Google has known about Bitcoin since 2011

I find this truly fascinating. In June 2011, as part of an interview with Julian Assange of WikiLeaks, Google CEO Eric Schmidt, was talking to Assange about new age technology. What his thoughts are, on the future of tech. All of this was part of the discovery phase for Schmidt in publishing his book, The New Digital Age: Reshaping the Future of People, Nations and Business, which came out earlier this year.

However, since Bitcoin has recently become so popular, this piece of the interview must have gone unnoticed for the past couple of years. There is a specific segment of the interview, where Schmidt is asking Assange, how people can publish information which we can validate, that the content published, was indeed published from trusted parties and not compromised. Assange later asked Schmidt, “[do] you know about Bitcoin?” When Schmidt answers no, Assange explains Bitcoin to him.

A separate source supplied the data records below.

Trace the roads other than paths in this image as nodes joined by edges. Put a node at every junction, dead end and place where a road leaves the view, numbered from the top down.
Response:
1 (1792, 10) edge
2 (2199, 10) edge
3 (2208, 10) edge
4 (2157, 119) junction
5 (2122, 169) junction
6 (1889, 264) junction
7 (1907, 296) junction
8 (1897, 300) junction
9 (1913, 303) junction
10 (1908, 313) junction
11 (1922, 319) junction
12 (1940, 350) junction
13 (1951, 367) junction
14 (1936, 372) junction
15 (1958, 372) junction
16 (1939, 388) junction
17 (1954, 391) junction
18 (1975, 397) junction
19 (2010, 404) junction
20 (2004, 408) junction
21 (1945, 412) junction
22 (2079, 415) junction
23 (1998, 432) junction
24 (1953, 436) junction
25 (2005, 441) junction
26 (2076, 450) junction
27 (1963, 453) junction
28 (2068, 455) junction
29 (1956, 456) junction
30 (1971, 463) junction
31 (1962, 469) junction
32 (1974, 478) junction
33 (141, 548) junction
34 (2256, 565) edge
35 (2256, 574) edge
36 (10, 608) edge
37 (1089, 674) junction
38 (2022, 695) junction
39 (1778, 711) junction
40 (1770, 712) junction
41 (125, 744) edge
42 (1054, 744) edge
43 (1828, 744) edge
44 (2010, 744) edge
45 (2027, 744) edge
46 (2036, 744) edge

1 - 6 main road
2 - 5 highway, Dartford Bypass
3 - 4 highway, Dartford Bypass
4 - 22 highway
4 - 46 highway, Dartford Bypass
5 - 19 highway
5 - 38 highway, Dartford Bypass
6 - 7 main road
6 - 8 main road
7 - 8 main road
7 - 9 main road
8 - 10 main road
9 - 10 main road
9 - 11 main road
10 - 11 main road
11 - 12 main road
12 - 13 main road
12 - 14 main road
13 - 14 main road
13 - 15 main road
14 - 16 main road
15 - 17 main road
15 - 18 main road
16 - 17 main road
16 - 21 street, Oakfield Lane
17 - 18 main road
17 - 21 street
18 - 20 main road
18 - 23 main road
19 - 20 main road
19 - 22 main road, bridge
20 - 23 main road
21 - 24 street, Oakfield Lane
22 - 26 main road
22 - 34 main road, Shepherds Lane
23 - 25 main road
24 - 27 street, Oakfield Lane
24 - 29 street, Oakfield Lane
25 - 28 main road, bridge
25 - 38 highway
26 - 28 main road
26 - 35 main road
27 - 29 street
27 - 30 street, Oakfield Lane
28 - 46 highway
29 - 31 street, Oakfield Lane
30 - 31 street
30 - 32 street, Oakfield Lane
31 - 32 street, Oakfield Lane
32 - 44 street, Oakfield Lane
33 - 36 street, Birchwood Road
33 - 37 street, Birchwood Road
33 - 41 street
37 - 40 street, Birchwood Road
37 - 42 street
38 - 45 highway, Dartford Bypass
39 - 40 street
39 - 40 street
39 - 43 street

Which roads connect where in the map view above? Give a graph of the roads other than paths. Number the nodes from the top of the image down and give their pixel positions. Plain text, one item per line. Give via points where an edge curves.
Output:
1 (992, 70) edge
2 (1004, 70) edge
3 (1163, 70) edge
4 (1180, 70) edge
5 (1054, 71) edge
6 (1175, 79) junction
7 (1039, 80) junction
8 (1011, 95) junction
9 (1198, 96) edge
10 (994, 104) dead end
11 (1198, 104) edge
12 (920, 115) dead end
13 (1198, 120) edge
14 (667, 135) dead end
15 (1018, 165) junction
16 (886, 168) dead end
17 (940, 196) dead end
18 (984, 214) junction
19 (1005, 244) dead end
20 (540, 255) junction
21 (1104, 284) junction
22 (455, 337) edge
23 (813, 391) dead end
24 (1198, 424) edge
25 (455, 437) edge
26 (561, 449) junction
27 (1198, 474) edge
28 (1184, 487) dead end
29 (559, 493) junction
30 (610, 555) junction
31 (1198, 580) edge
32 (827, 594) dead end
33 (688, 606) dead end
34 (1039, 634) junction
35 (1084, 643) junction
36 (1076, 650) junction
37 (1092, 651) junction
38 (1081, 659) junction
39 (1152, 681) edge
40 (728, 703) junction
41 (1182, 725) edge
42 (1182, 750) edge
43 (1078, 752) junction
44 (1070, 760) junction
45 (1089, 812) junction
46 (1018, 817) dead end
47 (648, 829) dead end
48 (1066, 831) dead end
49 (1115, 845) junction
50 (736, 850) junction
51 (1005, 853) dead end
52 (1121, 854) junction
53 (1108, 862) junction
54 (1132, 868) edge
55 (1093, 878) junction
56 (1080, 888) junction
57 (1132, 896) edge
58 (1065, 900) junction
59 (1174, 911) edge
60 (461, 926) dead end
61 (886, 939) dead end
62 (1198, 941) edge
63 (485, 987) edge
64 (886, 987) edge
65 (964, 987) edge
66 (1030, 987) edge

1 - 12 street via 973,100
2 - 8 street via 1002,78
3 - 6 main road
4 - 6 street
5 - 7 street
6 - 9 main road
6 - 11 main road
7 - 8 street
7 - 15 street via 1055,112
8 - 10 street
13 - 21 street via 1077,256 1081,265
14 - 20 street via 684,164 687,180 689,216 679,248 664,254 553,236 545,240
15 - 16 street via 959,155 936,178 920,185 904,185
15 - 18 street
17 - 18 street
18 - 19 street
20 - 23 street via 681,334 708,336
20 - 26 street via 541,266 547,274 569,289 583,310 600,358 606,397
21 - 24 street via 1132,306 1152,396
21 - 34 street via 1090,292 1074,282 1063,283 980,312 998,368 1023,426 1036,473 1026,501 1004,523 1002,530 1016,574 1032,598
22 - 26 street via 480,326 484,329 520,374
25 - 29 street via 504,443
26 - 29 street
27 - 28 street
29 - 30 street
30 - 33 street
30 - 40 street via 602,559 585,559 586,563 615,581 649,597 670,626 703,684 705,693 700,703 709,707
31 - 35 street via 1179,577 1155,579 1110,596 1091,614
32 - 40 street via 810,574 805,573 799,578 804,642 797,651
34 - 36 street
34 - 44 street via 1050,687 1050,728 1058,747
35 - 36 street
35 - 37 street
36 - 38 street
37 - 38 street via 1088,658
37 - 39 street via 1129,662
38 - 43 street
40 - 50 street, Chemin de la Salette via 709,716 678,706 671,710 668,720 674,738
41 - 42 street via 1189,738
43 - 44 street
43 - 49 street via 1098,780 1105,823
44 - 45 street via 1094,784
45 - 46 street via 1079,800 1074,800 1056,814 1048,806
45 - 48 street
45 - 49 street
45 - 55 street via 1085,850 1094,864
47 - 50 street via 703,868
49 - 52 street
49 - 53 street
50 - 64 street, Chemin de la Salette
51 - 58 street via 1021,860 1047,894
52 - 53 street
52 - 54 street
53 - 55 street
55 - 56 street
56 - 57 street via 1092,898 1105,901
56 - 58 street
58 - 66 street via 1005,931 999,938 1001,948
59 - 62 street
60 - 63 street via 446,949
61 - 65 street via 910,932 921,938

It’s a wonderful explanation for anyone to understand, with a small bit of the technical side to it. And shows, back in 2011, that Google was just beginning to hear about Bitcoin. At the end, Schmidt said that Google will have to “research” Bitcoin further. Schmidt seemed very intrigued by the concept of hashing signatures, using bitcoins.

Here’s the part of the transcript, where Assange talks about Bitcoins.

Bitcoin is something that evolved out of the Cypherpunks a couple of years ago, and it is an alternative… it is a stateless currency.

And very important, actually. It has a few problems. But its innovations exceed its problems. Now there has been innovations along these lines in many different paths of digital currencies, anonymous, untraceable etc. People have been experimenting with over the past 20 years. The Bitcoin actually has the balance and incentives right, and that is why it is starting to take off. The different combination of these things. No central nodes. It is all point to point. One does not need to trust any central mint.

If we look at traditional currencies such as gold, we can see that they have sort of interesting properties that make them valuable as a medium of exchange. Gold is divisible, it is easy to chop up, actually out of all metals it is the easiest to chop up into fine segments. You can test relatively easily whether it is true or whether it is fake. You can take chopped up segments and you can put them back together by melting the gold. So that is what makes it a good medium of exchange and it is also a good medium of value store, because you can take it and put it in the ground and it is not going to decay like apples or steaks. The problems with traditional digital currencies on the internet is that you have to trust the mint not to print too much of it.

And the incentives for the mint to keep printing are pretty high actually, because you can print free money. That means you need some kind of regulation. And if you’re gonna have regulation then who is going to enforce the regulation, now all of a sudden you have sucked in the whole problem of the state into this issue, and political pushes here and there, and who can get control of the mint, push it one way or another, for particular purposes. Bitcoin instead has an algorithm where the anyone can create, anyone can be their own mint. They’re basically just searching for collisions with hashes.. A simple way is… they are searching for a sequence of zero bits on the beginning of the thing. And you have to randomly search for, in order to do this. So there is a lot of computational work in order to do this. And each Bitcoin software that is distributed. That work algorithmically increases as time goes by. So the difficulty in producing Bitcoins becomes harder and harder and harder as time goes by and it is built into the system.

Just like the difficulty in mining gold becomes harder and harder and harder and that is what makes people predict that there is not going to be a sudden amount of gold in the market, rather…

[It] enforces scarcity, and scarcity will go up as time goes by, and what does that mean for incentives in going into the Bitcoin system. That means that you should get into the Bitcoin system now. Early. You should be an early adopter. Because your Bitcoins are going to be worth a lot of money one day. So once you have a… and the Bitcoins are just… a Bitcoin address is just a big hash. It’s a hash of a public key that you generate. So once you have this hash you can just advertise it to everyone, and people can send you Bitcoins, and there is people who have set up exchanges to convert from Bitcoin to US dollars and so on. And it solves a very interesting technical problem, which is how do you stop double spending?

All digital material can be cloned, almost zero costs, so if you have currency as a digital string of numbers, how do you stop me… I want to buy this piece of pasta.

Here is my digital currency and, now I take a copy of it. And now I want to buy your bit of egg. And then you go… and now I want to buy your radish! And you go, what? I’ve already got that! What’s going on here? There’s been some fraud! So there’s a synchronization problem. Who now has the coin?

So there is a point to point.. a spread network with all these problems, some points of the network being faster, some points of the network being slower, multiple paths of communication, how do you solve this synchronization issue about who has the currency? And so this is to mind actually the real technical innovation for Bitcoin, it has done this using some hashtrees and then a delay time, and then CPU work has to be done in order to move one thing to another so information can’t spread too fast etc.